## Exercise aim
Tell how many lines in the data hold "Grosso", giving that figure alone.

--

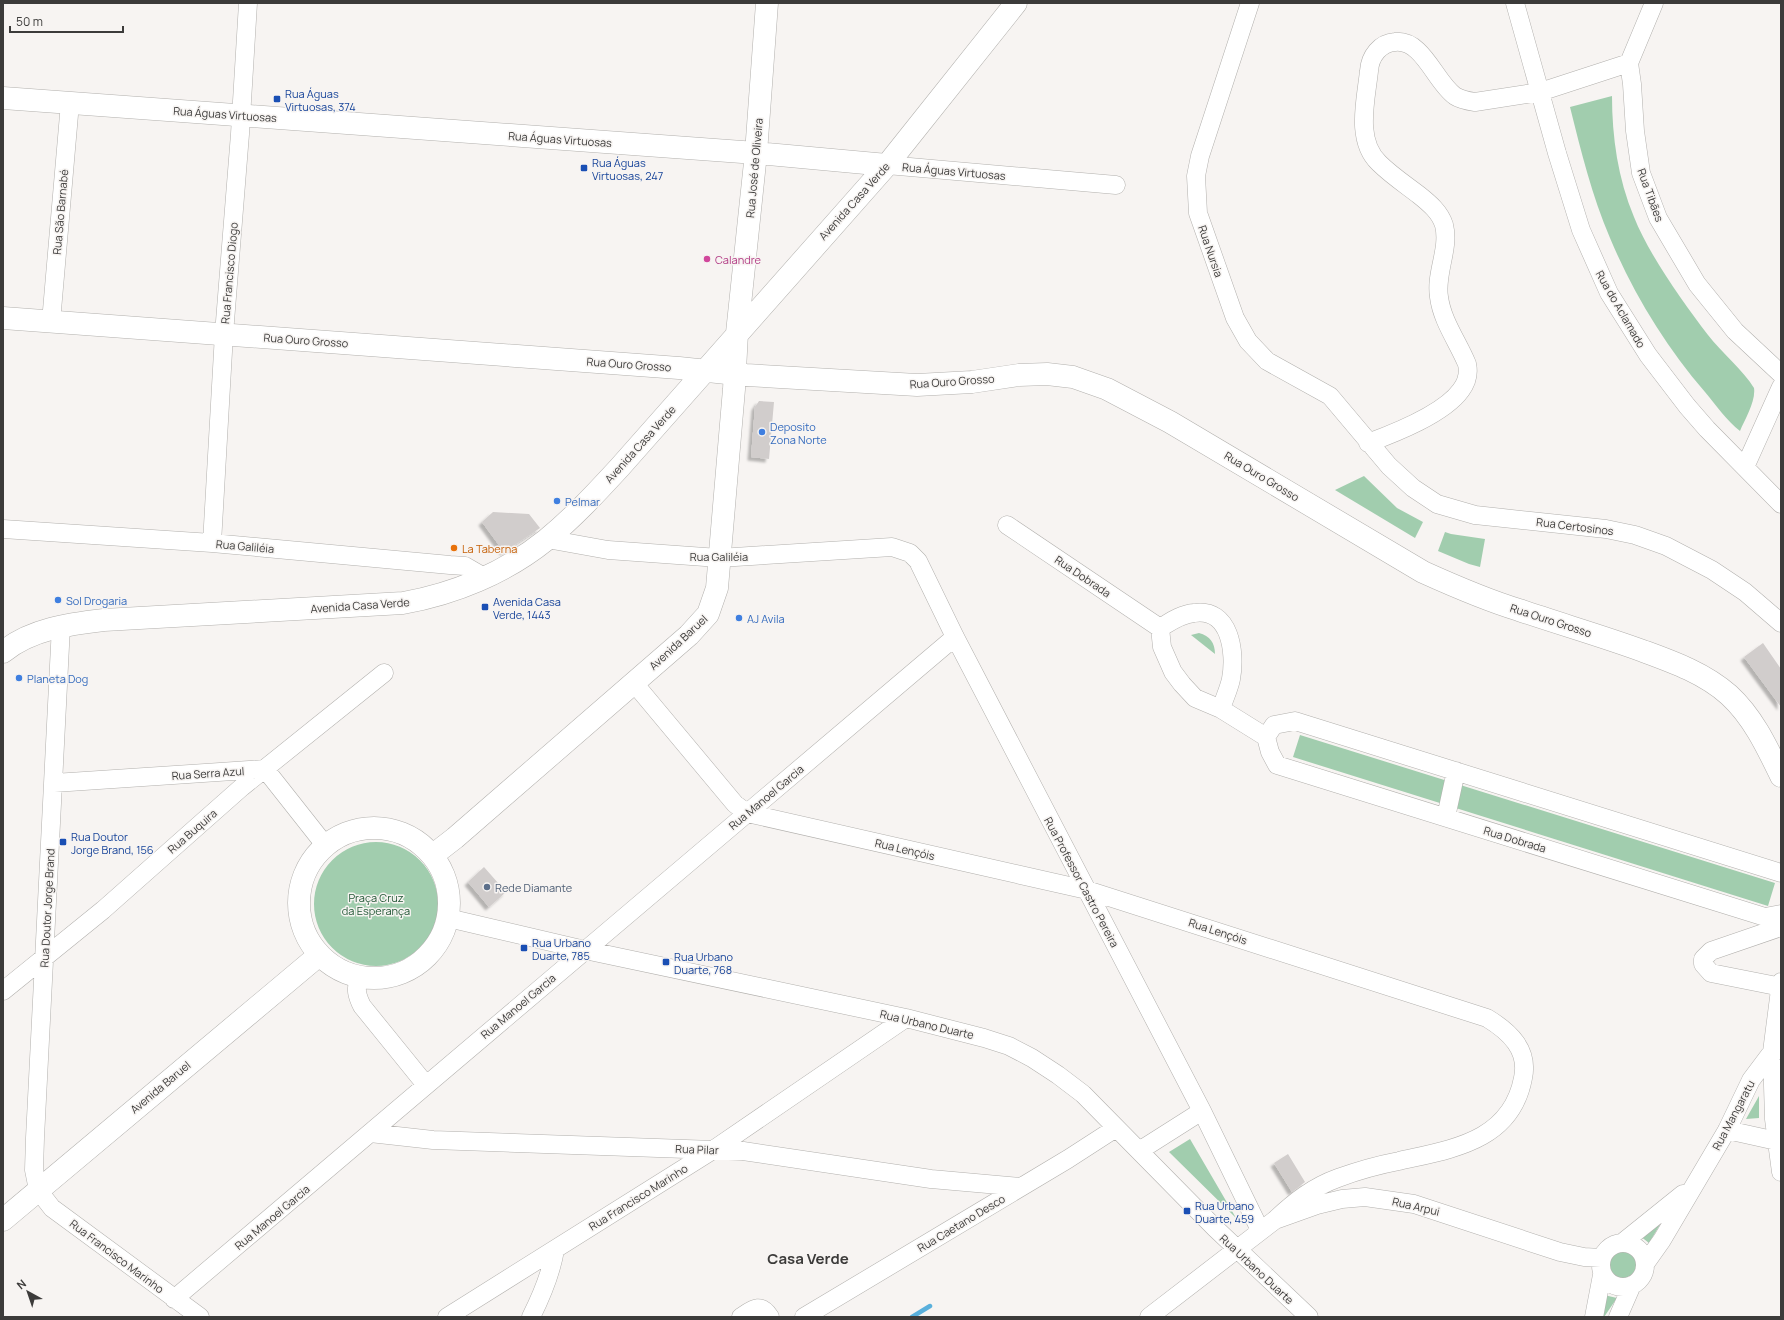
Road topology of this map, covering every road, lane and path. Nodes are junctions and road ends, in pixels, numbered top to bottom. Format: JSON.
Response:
{"nodes":[{"id":1,"x":248,"y":3,"type":"edge"},
{"id":2,"x":767,"y":3,"type":"edge"},
{"id":3,"x":1016,"y":3,"type":"edge"},
{"id":4,"x":1250,"y":3,"type":"edge"},
{"id":5,"x":1515,"y":3,"type":"edge"},
{"id":6,"x":1654,"y":3,"type":"edge"},
{"id":7,"x":1629,"y":63,"type":"junction"},
{"id":8,"x":1540,"y":92,"type":"junction"},
{"id":9,"x":3,"y":98,"type":"edge"},
{"id":10,"x":70,"y":103,"type":"junction"},
{"id":11,"x":242,"y":115,"type":"junction"},
{"id":12,"x":756,"y":153,"type":"junction"},
{"id":13,"x":887,"y":165,"type":"junction"},
{"id":14,"x":1116,"y":185,"type":"dead end"},
{"id":15,"x":3,"y":318,"type":"edge"},
{"id":16,"x":51,"y":322,"type":"junction"},
{"id":17,"x":737,"y":333,"type":"junction"},
{"id":18,"x":224,"y":334,"type":"junction"},
{"id":19,"x":705,"y":370,"type":"junction"},
{"id":20,"x":735,"y":374,"type":"junction"},
{"id":21,"x":1781,"y":374,"type":"edge"},
{"id":22,"x":1781,"y":387,"type":"edge"},
{"id":23,"x":1368,"y":443,"type":"junction"},
{"id":24,"x":1745,"y":467,"type":"junction"},
{"id":25,"x":1781,"y":504,"type":"edge"},
{"id":26,"x":1006,"y":525,"type":"dead end"},
{"id":27,"x":3,"y":529,"type":"edge"},
{"id":28,"x":547,"y":539,"type":"junction"},
{"id":29,"x":212,"y":543,"type":"junction"},
{"id":30,"x":892,"y":547,"type":"joint"},
{"id":31,"x":719,"y":558,"type":"junction"},
{"id":32,"x":484,"y":577,"type":"junction"},
{"id":33,"x":1781,"y":623,"type":"edge"},
{"id":34,"x":61,"y":626,"type":"junction"},
{"id":35,"x":1160,"y":628,"type":"junction"},
{"id":36,"x":955,"y":637,"type":"junction"},
{"id":37,"x":3,"y":652,"type":"edge"},
{"id":38,"x":384,"y":673,"type":"dead end"},
{"id":39,"x":634,"y":683,"type":"junction"},
{"id":40,"x":1221,"y":709,"type":"junction"},
{"id":41,"x":1266,"y":737,"type":"junction"},
{"id":42,"x":265,"y":769,"type":"junction"},
{"id":43,"x":1456,"y":771,"type":"junction"},
{"id":44,"x":1781,"y":776,"type":"edge"},
{"id":45,"x":54,"y":783,"type":"junction"},
{"id":46,"x":747,"y":813,"type":"junction"},
{"id":47,"x":1446,"y":817,"type":"junction"},
{"id":48,"x":325,"y":845,"type":"junction"},
{"id":49,"x":433,"y":856,"type":"junction"},
{"id":50,"x":1781,"y":873,"type":"edge"},
{"id":51,"x":1087,"y":890,"type":"junction"},
{"id":52,"x":1781,"y":914,"type":"edge"},
{"id":53,"x":448,"y":918,"type":"junction"},
{"id":54,"x":1781,"y":927,"type":"edge"},
{"id":55,"x":585,"y":950,"type":"junction"},
{"id":56,"x":318,"y":956,"type":"junction"},
{"id":57,"x":43,"y":958,"type":"junction"},
{"id":58,"x":359,"y":978,"type":"junction"},
{"id":59,"x":1781,"y":985,"type":"edge"},
{"id":60,"x":3,"y":991,"type":"edge"},
{"id":61,"x":906,"y":1018,"type":"junction"},
{"id":62,"x":1777,"y":1051,"type":"edge"},
{"id":63,"x":426,"y":1085,"type":"junction"},
{"id":64,"x":1202,"y":1111,"type":"junction"},
{"id":65,"x":1116,"y":1128,"type":"junction"},
{"id":66,"x":1727,"y":1130,"type":"junction"},
{"id":67,"x":370,"y":1133,"type":"junction"},
{"id":68,"x":1779,"y":1142,"type":"edge"},
{"id":69,"x":713,"y":1150,"type":"junction"},
{"id":70,"x":1140,"y":1151,"type":"junction"},
{"id":71,"x":1781,"y":1172,"type":"edge"},
{"id":72,"x":1021,"y":1187,"type":"junction"},
{"id":73,"x":1692,"y":1187,"type":"junction"},
{"id":74,"x":38,"y":1190,"type":"junction"},
{"id":75,"x":3,"y":1220,"type":"edge"},
{"id":76,"x":1275,"y":1220,"type":"junction"},
{"id":77,"x":1260,"y":1230,"type":"junction"},
{"id":78,"x":1622,"y":1243,"type":"junction"},
{"id":79,"x":1237,"y":1248,"type":"junction"},
{"id":80,"x":555,"y":1250,"type":"junction"},
{"id":81,"x":1645,"y":1264,"type":"junction"},
{"id":82,"x":1602,"y":1267,"type":"junction"},
{"id":83,"x":1632,"y":1285,"type":"junction"},
{"id":84,"x":174,"y":1299,"type":"junction"},
{"id":85,"x":200,"y":1317,"type":"edge"},
{"id":86,"x":447,"y":1317,"type":"edge"},
{"id":87,"x":532,"y":1317,"type":"edge"},
{"id":88,"x":741,"y":1317,"type":"edge"},
{"id":89,"x":770,"y":1317,"type":"edge"},
{"id":90,"x":804,"y":1317,"type":"edge"},
{"id":91,"x":1148,"y":1317,"type":"edge"},
{"id":92,"x":1309,"y":1317,"type":"edge"},
{"id":93,"x":1594,"y":1317,"type":"edge"},
{"id":94,"x":1618,"y":1317,"type":"edge"}],
"edges":[{"from":1,"to":11,"type":"street","name":"Rua Francisco Diogo"},
{"from":2,"to":12,"type":"street","name":"Rua José de Oliveira"},
{"from":3,"to":13,"type":"street","name":"Avenida Casa Verde"},
{"from":4,"to":23,"type":"street","name":"Rua Nursia"},
{"from":5,"to":8,"type":"street","name":"Rua do Aclamado"},
{"from":6,"to":7,"type":"street"},
{"from":7,"to":8,"type":"street"},
{"from":7,"to":21,"type":"street","name":"Rua Tibães"},
{"from":8,"to":23,"type":"street"},
{"from":8,"to":24,"type":"street","name":"Rua do Aclamado"},
{"from":9,"to":10,"type":"street","name":"Rua Águas Virtuosas"},
{"from":10,"to":11,"type":"street","name":"Rua Águas Virtuosas"},
{"from":10,"to":16,"type":"street","name":"Rua São Barnabé"},
{"from":11,"to":12,"type":"street","name":"Rua Águas Virtuosas"},
{"from":11,"to":18,"type":"street","name":"Rua Francisco Diogo"},
{"from":12,"to":13,"type":"street","name":"Rua Águas Virtuosas"},
{"from":12,"to":17,"type":"street","name":"Rua José de Oliveira"},
{"from":13,"to":14,"type":"street","name":"Rua Águas Virtuosas"},
{"from":13,"to":17,"type":"street","name":"Avenida Casa Verde"},
{"from":15,"to":16,"type":"street","name":"Rua Ouro Grosso"},
{"from":16,"to":18,"type":"street","name":"Rua Ouro Grosso"},
{"from":17,"to":19,"type":"street","name":"Avenida Casa Verde"},
{"from":17,"to":20,"type":"street","name":"Avenida Baruel"},
{"from":18,"to":19,"type":"street","name":"Rua Ouro Grosso"},
{"from":18,"to":29,"type":"street","name":"Rua Francisco Diogo"},
{"from":19,"to":20,"type":"street","name":"Rua Ouro Grosso"},
{"from":19,"to":28,"type":"street","name":"Avenida Casa Verde"},
{"from":20,"to":31,"type":"street","name":"Avenida Baruel"},
{"from":20,"to":44,"type":"street","name":"Rua Ouro Grosso"},
{"from":22,"to":24,"type":"street"},
{"from":23,"to":33,"type":"street","name":"Rua Certosinos"},
{"from":24,"to":25,"type":"street","name":"Rua do Aclamado"},
{"from":26,"to":35,"type":"street","name":"Rua Dobrada"},
{"from":27,"to":29,"type":"street","name":"Rua Galiléia"},
{"from":28,"to":31,"type":"street","name":"Rua Galiléia"},
{"from":28,"to":32,"type":"street","name":"Avenida Casa Verde"},
{"from":29,"to":32,"type":"street","name":"Rua Galiléia"},
{"from":30,"to":31,"type":"street","name":"Rua Galiléia"},
{"from":30,"to":36,"type":"street","name":"Rua Professor Castro Pereira"},
{"from":31,"to":39,"type":"street","name":"Avenida Baruel"},
{"from":32,"to":34,"type":"street","name":"Avenida Casa Verde"},
{"from":34,"to":37,"type":"street","name":"Avenida Casa Verde"},
{"from":34,"to":45,"type":"street","name":"Rua Doutor Jorge Brand"},
{"from":35,"to":40,"type":"street"},
{"from":35,"to":40,"type":"street"},
{"from":36,"to":46,"type":"street","name":"Rua Manoel Garcia"},
{"from":36,"to":51,"type":"street","name":"Rua Professor Castro Pereira"},
{"from":38,"to":42,"type":"street","name":"Rua Buquira"},
{"from":39,"to":46,"type":"street","name":"Rua Lençóis"},
{"from":39,"to":49,"type":"street","name":"Avenida Baruel"},
{"from":40,"to":41,"type":"street"},
{"from":41,"to":43,"type":"street"},
{"from":41,"to":47,"type":"street","name":"Rua Dobrada"},
{"from":42,"to":45,"type":"street","name":"Rua Serra Azul"},
{"from":42,"to":48,"type":"street"},
{"from":42,"to":57,"type":"street","name":"Rua Buquira"},
{"from":43,"to":47,"type":"street"},
{"from":43,"to":50,"type":"street"},
{"from":45,"to":57,"type":"street","name":"Rua Doutor Jorge Brand"},
{"from":46,"to":51,"type":"street","name":"Rua Lençóis"},
{"from":46,"to":55,"type":"street","name":"Rua Manoel Garcia"},
{"from":47,"to":52,"type":"street","name":"Rua Dobrada"},
{"from":48,"to":49,"type":"street"},
{"from":48,"to":56,"type":"street"},
{"from":49,"to":53,"type":"street"},
{"from":51,"to":64,"type":"street","name":"Rua Professor Castro Pereira"},
{"from":51,"to":76,"type":"street","name":"Rua Lençóis"},
{"from":53,"to":55,"type":"street","name":"Rua Urbano Duarte"},
{"from":53,"to":58,"type":"street"},
{"from":54,"to":59,"type":"street"},
{"from":55,"to":61,"type":"street","name":"Rua Urbano Duarte"},
{"from":55,"to":63,"type":"street","name":"Rua Manoel Garcia"},
{"from":56,"to":58,"type":"street"},
{"from":56,"to":74,"type":"street","name":"Avenida Baruel"},
{"from":57,"to":60,"type":"street","name":"Rua Buquira"},
{"from":57,"to":74,"type":"street","name":"Rua Doutor Jorge Brand"},
{"from":58,"to":63,"type":"street"},
{"from":59,"to":62,"type":"street"},
{"from":61,"to":65,"type":"street","name":"Rua Urbano Duarte"},
{"from":61,"to":69,"type":"street","name":"Rua Francisco Marinho"},
{"from":62,"to":66,"type":"street","name":"Rua Mangaratu"},
{"from":62,"to":68,"type":"street"},
{"from":63,"to":67,"type":"street","name":"Rua Manoel Garcia"},
{"from":64,"to":70,"type":"street"},
{"from":64,"to":77,"type":"street","name":"Rua Professor Castro Pereira"},
{"from":65,"to":70,"type":"street","name":"Rua Urbano Duarte"},
{"from":65,"to":72,"type":"street","name":"Rua Caetano Desco"},
{"from":66,"to":68,"type":"street"},
{"from":66,"to":73,"type":"street","name":"Rua Mangaratu"},
{"from":67,"to":69,"type":"street","name":"Rua Pilar"},
{"from":67,"to":84,"type":"street","name":"Rua Manoel Garcia"},
{"from":68,"to":71,"type":"street"},
{"from":69,"to":72,"type":"street","name":"Rua Pilar"},
{"from":69,"to":80,"type":"street","name":"Rua Francisco Marinho"},
{"from":70,"to":79,"type":"street","name":"Rua Urbano Duarte"},
{"from":72,"to":90,"type":"street","name":"Rua Caetano Desco"},
{"from":73,"to":78,"type":"street","name":"Rua Mangaratu"},
{"from":73,"to":81,"type":"street","name":"Rua Mangaratu"},
{"from":74,"to":75,"type":"street","name":"Avenida Baruel"},
{"from":74,"to":84,"type":"street","name":"Rua Francisco Marinho"},
{"from":76,"to":77,"type":"street","name":"Rua Arpui"},
{"from":76,"to":82,"type":"street","name":"Rua Arpui"},
{"from":77,"to":79,"type":"street","name":"Rua Arpui"},
{"from":78,"to":81,"type":"street"},
{"from":78,"to":82,"type":"street"},
{"from":79,"to":91,"type":"street","name":"Rua Arpui"},
{"from":79,"to":92,"type":"street","name":"Rua Urbano Duarte"},
{"from":80,"to":86,"type":"street","name":"Rua Francisco Marinho"},
{"from":80,"to":87,"type":"street"},
{"from":81,"to":83,"type":"street"},
{"from":82,"to":83,"type":"street"},
{"from":82,"to":93,"type":"street"},
{"from":83,"to":94,"type":"street"},
{"from":84,"to":85,"type":"street","name":"Rua Francisco Marinho"},
{"from":88,"to":89,"type":"street"}]}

--

## Answer for the task
5